▶ _REQUIRED WORK_
The required result is a copy of each line below in which "Mitspe" appears.

▶ _Collected data entries_
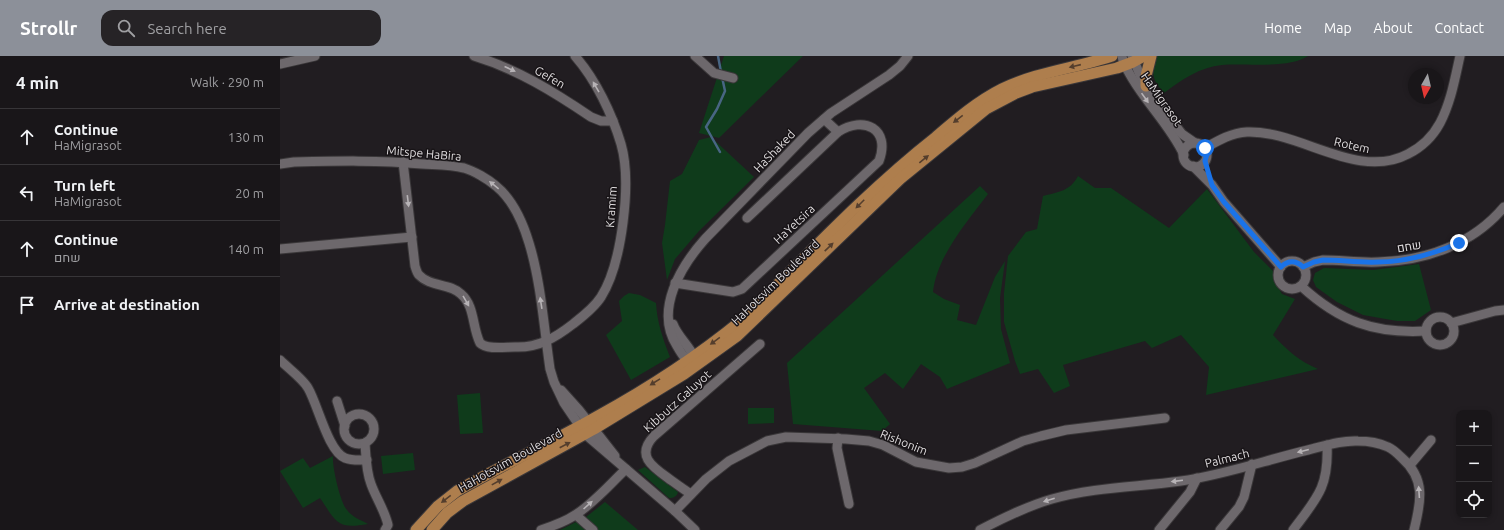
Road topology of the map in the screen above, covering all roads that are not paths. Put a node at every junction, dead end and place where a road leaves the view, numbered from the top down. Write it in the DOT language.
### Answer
graph roads {
  1 [pos="315,56"];
  2 [pos="474,56"];
  3 [pos="575,56"];
  4 [pos="695,56"];
  5 [pos="908,56"];
  6 [pos="1112,56"];
  7 [pos="1144,56"];
  8 [pos="1150,56"];
  9 [pos="1460,56"];
  10 [pos="1128,60"];
  11 [pos="280,64"];
  12 [pos="733,78"];
  13 [pos="1146,86"];
  14 [pos="824,119"];
  15 [pos="613,121"];
  16 [pos="838,132"];
  17 [pos="1196,143"];
  18 [pos="1205,148"];
  19 [pos="1184,155"];
  20 [pos="1205,161"];
  21 [pos="403,162"];
  22 [pos="280,164"];
  23 [pos="1194,166"];
  24 [pos="1212,185"];
  25 [pos="1504,207"];
  26 [pos="747,218"];
  27 [pos="412,237"];
  28 [pos="280,249"];
  29 [pos="1281,267"];
  30 [pos="1303,267"];
  31 [pos="676,283"];
  32 [pos="1301,286"];
  33 [pos="1504,310"];
  34 [pos="1451,323"];
  35 [pos="1426,331"];
  36 [pos="546,342"];
  37 [pos="760,344"];
  38 [pos="280,360"];
  39 [pos="692,361"];
  40 [pos="337,401"];
  41 [pos="1165,418"];
  42 [pos="344,426"];
  43 [pos="586,428"];
  44 [pos="838,438"];
  45 [pos="1431,440"];
  46 [pos="365,443"];
  47 [pos="1327,445"];
  48 [pos="367,460"];
  49 [pos="1252,464"];
  50 [pos="1410,465"];
  51 [pos="625,468"];
  52 [pos="1197,478"];
  53 [pos="691,494"];
  54 [pos="849,504"];
  55 [pos="675,511"];
  56 [pos="576,515"];
  57 [pos="385,530"];
  58 [pos="416,530"];
  59 [pos="432,530"];
  60 [pos="541,530"];
  61 [pos="593,530"];
  62 [pos="695,530"];
  63 [pos="980,530"];
  64 [pos="1160,530"];
  65 [pos="1220,530"];
  66 [pos="1293,530"];
  67 [pos="1414,530"];
  1 -- 11 [label="street"];
  2 -- 15 [label="street, Gefen, one-way"];
  15 -- 3 [label="street, Kramim, one-way"];
  4 -- 12 [label="street"];
  5 -- 14 [label="street, HaShaked"];
  6 -- 39 [label="main road, HaHotsvim Boulevard, one-way"];
  7 -- 10 [label="main road, HaHotsvim Boulevard"];
  8 -- 13 [label="main road"];
  9 -- 18 [label="street, Rotem"];
  10 -- 13 [label="street, HaMigrasot"];
  10 -- 19 [label="street, HaMigrasot, one-way"];
  39 -- 10 [label="main road, HaHotsvim Boulevard, one-way"];
  13 -- 17 [label="street, HaMigrasot"];
  14 -- 16 [label="street"];
  14 -- 31 [label="street, HaShaked"];
  15 -- 36 [label="street, Kramim"];
  16 -- 26 [label="street, HaYetsira"];
  16 -- 31 [label="street, HaYetsira"];
  17 -- 18 [label="street"];
  17 -- 19 [label="street"];
  18 -- 20 [label="street"];
  19 -- 23 [label="street"];
  20 -- 23 [label="street"];
  20 -- 24 [label="street"];
  21 -- 22 [label="street, Mitspe HaBira"];
  21 -- 27 [label="street, one-way"];
  36 -- 21 [label="street, Mitspe HaBira, one-way"];
  23 -- 24 [label="street"];
  24 -- 29 [label="street"];
  25 -- 30 [label="street, שחם"];
  27 -- 28 [label="street"];
  27 -- 36 [label="street, Kramim, one-way"];
  29 -- 30 [label="street"];
  29 -- 32 [label="street"];
  30 -- 32 [label="street"];
  31 -- 39 [label="street"];
  32 -- 35 [label="street"];
  33 -- 34 [label="street"];
  34 -- 35 [label="street"];
  34 -- 35 [label="street"];
  36 -- 43 [label="street, Mitspe HaBira"];
  37 -- 53 [label="street, Kibbutz Galuyot"];
  38 -- 48 [label="street"];
  39 -- 43 [label="main road, HaHotsvim Boulevard"];
  40 -- 42 [label="street"];
  41 -- 44 [label="street, Rishonim"];
  42 -- 46 [label="street"];
  42 -- 46 [label="street"];
  43 -- 51 [label="street, Mitspe HaBira"];
  43 -- 58 [label="main road, HaHotsvim Boulevard, one-way"];
  59 -- 43 [label="main road, HaHotsvim Boulevard, one-way"];
  44 -- 53 [label="street, Rishonim"];
  44 -- 54 [label="street"];
  45 -- 50 [label="street"];
  46 -- 48 [label="street"];
  47 -- 49 [label="street, Palmach, one-way"];
  47 -- 50 [label="street, Palmach"];
  47 -- 66 [label="street"];
  48 -- 57 [label="street"];
  49 -- 52 [label="street, Palmach"];
  49 -- 65 [label="street"];
  67 -- 50 [label="street, Palmach, one-way"];
  51 -- 55 [label="street, Mitspe HaBira"];
  56 -- 51 [label="street, one-way"];
  52 -- 63 [label="street, Palmach, one-way"];
  52 -- 64 [label="street"];
  53 -- 55 [label="street, Rishonim"];
  55 -- 62 [label="street, Mitspe HaBira"];
  56 -- 60 [label="street"];
  56 -- 61 [label="street"];
}
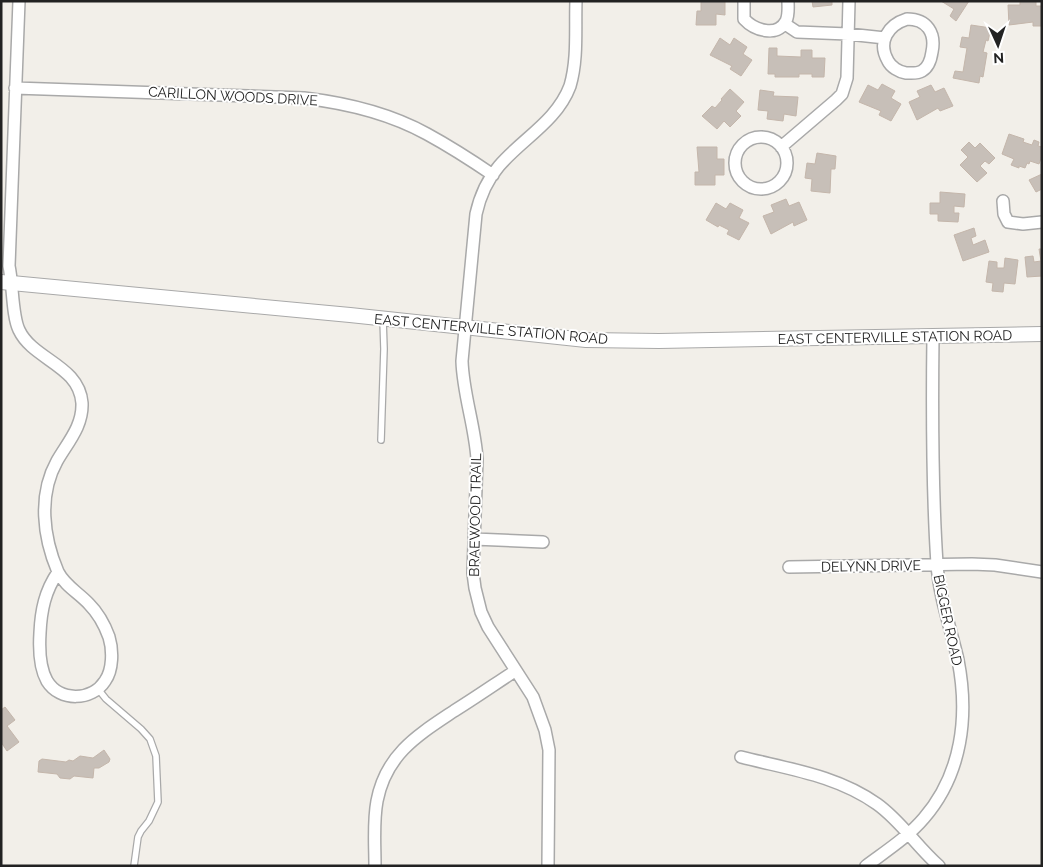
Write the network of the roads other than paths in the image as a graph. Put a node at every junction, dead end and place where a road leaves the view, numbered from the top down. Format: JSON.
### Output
{"nodes":[{"id":1,"x":19,"y":1,"type":"edge"},
{"id":2,"x":576,"y":1,"type":"edge"},
{"id":3,"x":744,"y":1,"type":"edge"},
{"id":4,"x":788,"y":1,"type":"edge"},
{"id":5,"x":849,"y":1,"type":"edge"},
{"id":6,"x":785,"y":24,"type":"junction"},
{"id":7,"x":848,"y":34,"type":"junction"},
{"id":8,"x":885,"y":38,"type":"junction"},
{"id":9,"x":16,"y":88,"type":"junction"},
{"id":10,"x":781,"y":147,"type":"junction"},
{"id":11,"x":493,"y":174,"type":"junction"},
{"id":12,"x":1003,"y":201,"type":"dead end"},
{"id":13,"x":1042,"y":222,"type":"edge"},
{"id":14,"x":7,"y":282,"type":"edge"},
{"id":15,"x":383,"y":319,"type":"junction"},
{"id":16,"x":465,"y":328,"type":"junction"},
{"id":17,"x":1042,"y":334,"type":"edge"},
{"id":18,"x":932,"y":336,"type":"junction"},
{"id":19,"x":382,"y":440,"type":"dead end"},
{"id":20,"x":474,"y":539,"type":"junction"},
{"id":21,"x":543,"y":542,"type":"dead end"},
{"id":22,"x":937,"y":565,"type":"junction"},
{"id":23,"x":789,"y":567,"type":"dead end"},
{"id":24,"x":58,"y":572,"type":"junction"},
{"id":25,"x":1042,"y":572,"type":"edge"},
{"id":26,"x":515,"y":671,"type":"junction"},
{"id":27,"x":98,"y":689,"type":"junction"},
{"id":28,"x":741,"y":757,"type":"dead end"},
{"id":29,"x":909,"y":833,"type":"junction"},
{"id":30,"x":134,"y":866,"type":"edge"},
{"id":31,"x":375,"y":866,"type":"edge"},
{"id":32,"x":548,"y":866,"type":"edge"},
{"id":33,"x":866,"y":866,"type":"edge"},
{"id":34,"x":939,"y":866,"type":"edge"}],
"edges":[{"from":1,"to":9,"type":"street"},
{"from":2,"to":11,"type":"street","name":"BRAEWOOD TRAIL"},
{"from":3,"to":6,"type":"street"},
{"from":4,"to":6,"type":"street"},
{"from":5,"to":7,"type":"street"},
{"from":6,"to":7,"type":"street"},
{"from":7,"to":8,"type":"street"},
{"from":7,"to":10,"type":"street"},
{"from":8,"to":8,"type":"street"},
{"from":9,"to":11,"type":"street","name":"CARILLON WOODS DRIVE"},
{"from":9,"to":14,"type":"street"},
{"from":10,"to":10,"type":"street"},
{"from":11,"to":16,"type":"street","name":"BRAEWOOD TRAIL"},
{"from":12,"to":13,"type":"street"},
{"from":14,"to":15,"type":"street","name":"EAST CENTERVILLE STATION ROAD"},
{"from":14,"to":24,"type":"street"},
{"from":15,"to":16,"type":"street","name":"EAST CENTERVILLE STATION ROAD"},
{"from":15,"to":19,"type":"lane"},
{"from":16,"to":18,"type":"street","name":"EAST CENTERVILLE STATION ROAD"},
{"from":16,"to":20,"type":"street","name":"BRAEWOOD TRAIL"},
{"from":17,"to":18,"type":"street","name":"EAST CENTERVILLE STATION ROAD"},
{"from":18,"to":22,"type":"street","name":"BIGGER ROAD"},
{"from":20,"to":21,"type":"street"},
{"from":20,"to":26,"type":"street","name":"BRAEWOOD TRAIL"},
{"from":22,"to":23,"type":"street","name":"DELYNN DRIVE"},
{"from":22,"to":25,"type":"street","name":"DELYNN DRIVE"},
{"from":22,"to":29,"type":"street","name":"BIGGER ROAD"},
{"from":24,"to":27,"type":"street"},
{"from":24,"to":27,"type":"street"},
{"from":26,"to":31,"type":"street"},
{"from":26,"to":32,"type":"street","name":"BRAEWOOD TRAIL"},
{"from":27,"to":30,"type":"lane"},
{"from":28,"to":29,"type":"street"},
{"from":29,"to":33,"type":"street","name":"BIGGER ROAD"},
{"from":29,"to":34,"type":"street"}]}
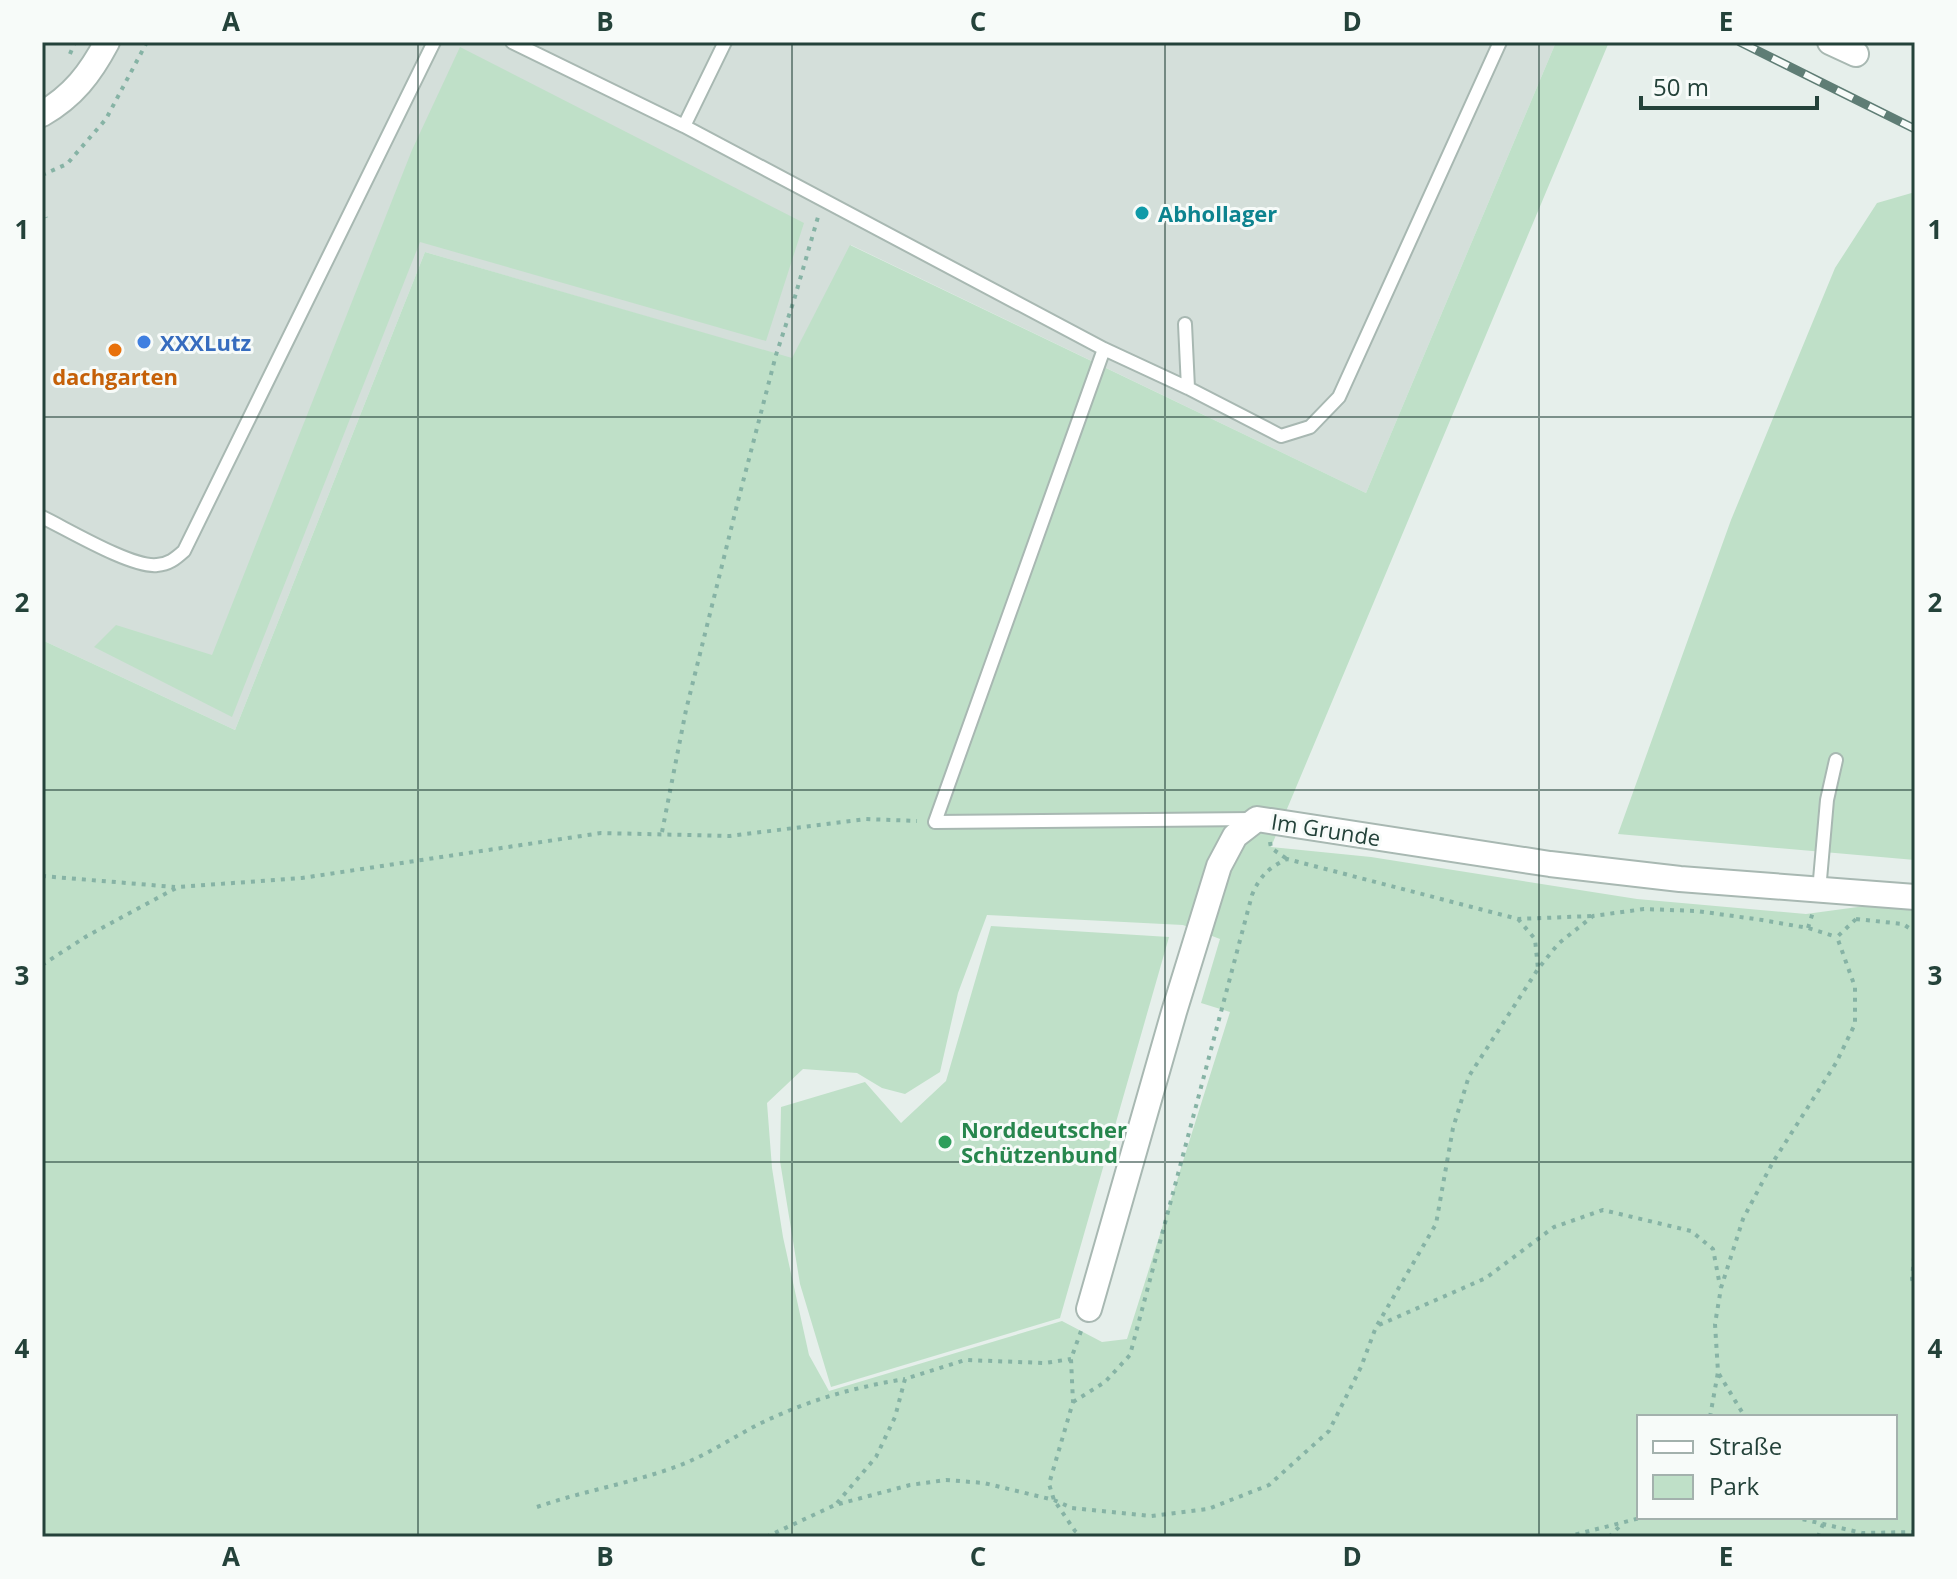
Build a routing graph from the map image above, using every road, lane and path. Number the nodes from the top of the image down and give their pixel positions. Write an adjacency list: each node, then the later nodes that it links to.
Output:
1 (107, 42): 9 (street)
2 (147, 42): 11 (path)
3 (434, 42): 18 (lane)
4 (512, 42): 10 (lane)
5 (725, 42): 10 (lane)
6 (1500, 42): 17 (lane)
7 (1830, 42): 8 (street)
8 (1856, 54)
9 (42, 114)
10 (684, 126): 16 (lane)
11 (42, 175)
12 (42, 208): 14 (path)
13 (820, 212): 22 (path)
14 (46, 218)
15 (1185, 324): 17 (lane)
16 (1104, 349): 17 (lane); 21 (lane)
17 (1188, 388)
18 (42, 517)
19 (1836, 760): 25 (lane)
20 (1257, 819): 21 (lane); 25 (street, Im Grunde); 38 (street, Im Grunde)
21 (935, 822): 22 (path)
22 (662, 833): 24 (path)
23 (42, 876): 24 (path)
24 (178, 887): 33 (path)
25 (1819, 891): 26 (street, Im Grunde)
26 (1847, 893): 27 (street, Im Grunde); 30 (path)
27 (1915, 897)
28 (1593, 916): 29 (path); 32 (path); 34 (path)
29 (1518, 919): 34 (path); 43 (path)
30 (1856, 919): 31 (path); 32 (path)
31 (1915, 932)
32 (1837, 937): 36 (path)
33 (42, 965)
34 (1538, 969): 39 (path)
35 (1915, 1247): 37 (path)
36 (1721, 1288): 39 (path); 41 (path)
37 (1915, 1291)
38 (1089, 1309): 40 (path)
39 (1376, 1327): 46 (path)
40 (1071, 1359): 42 (path); 43 (path)
41 (1718, 1372): 44 (path); 45 (path)
42 (905, 1379): 47 (path); 48 (path)
43 (1073, 1402): 46 (path)
44 (1710, 1415)
45 (1744, 1415)
46 (1054, 1500): 47 (path); 56 (path)
47 (835, 1505): 55 (path)
48 (537, 1507)
49 (1637, 1518): 52 (path)
50 (1802, 1519): 53 (path)
51 (1821, 1519): 53 (path)
52 (1624, 1522): 57 (path); 58 (path)
53 (1823, 1524): 54 (path); 59 (path)
54 (1915, 1532)
55 (766, 1537)
56 (1083, 1537)
57 (1566, 1537)
58 (1609, 1537)
59 (1818, 1537)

▶ _EXPECTED ANSWER_
  21 -- 22 [label="street, Mitspe HaBira"];
  36 -- 21 [label="street, Mitspe HaBira, one-way"];
  36 -- 43 [label="street, Mitspe HaBira"];
  43 -- 51 [label="street, Mitspe HaBira"];
  51 -- 55 [label="street, Mitspe HaBira"];
  55 -- 62 [label="street, Mitspe HaBira"];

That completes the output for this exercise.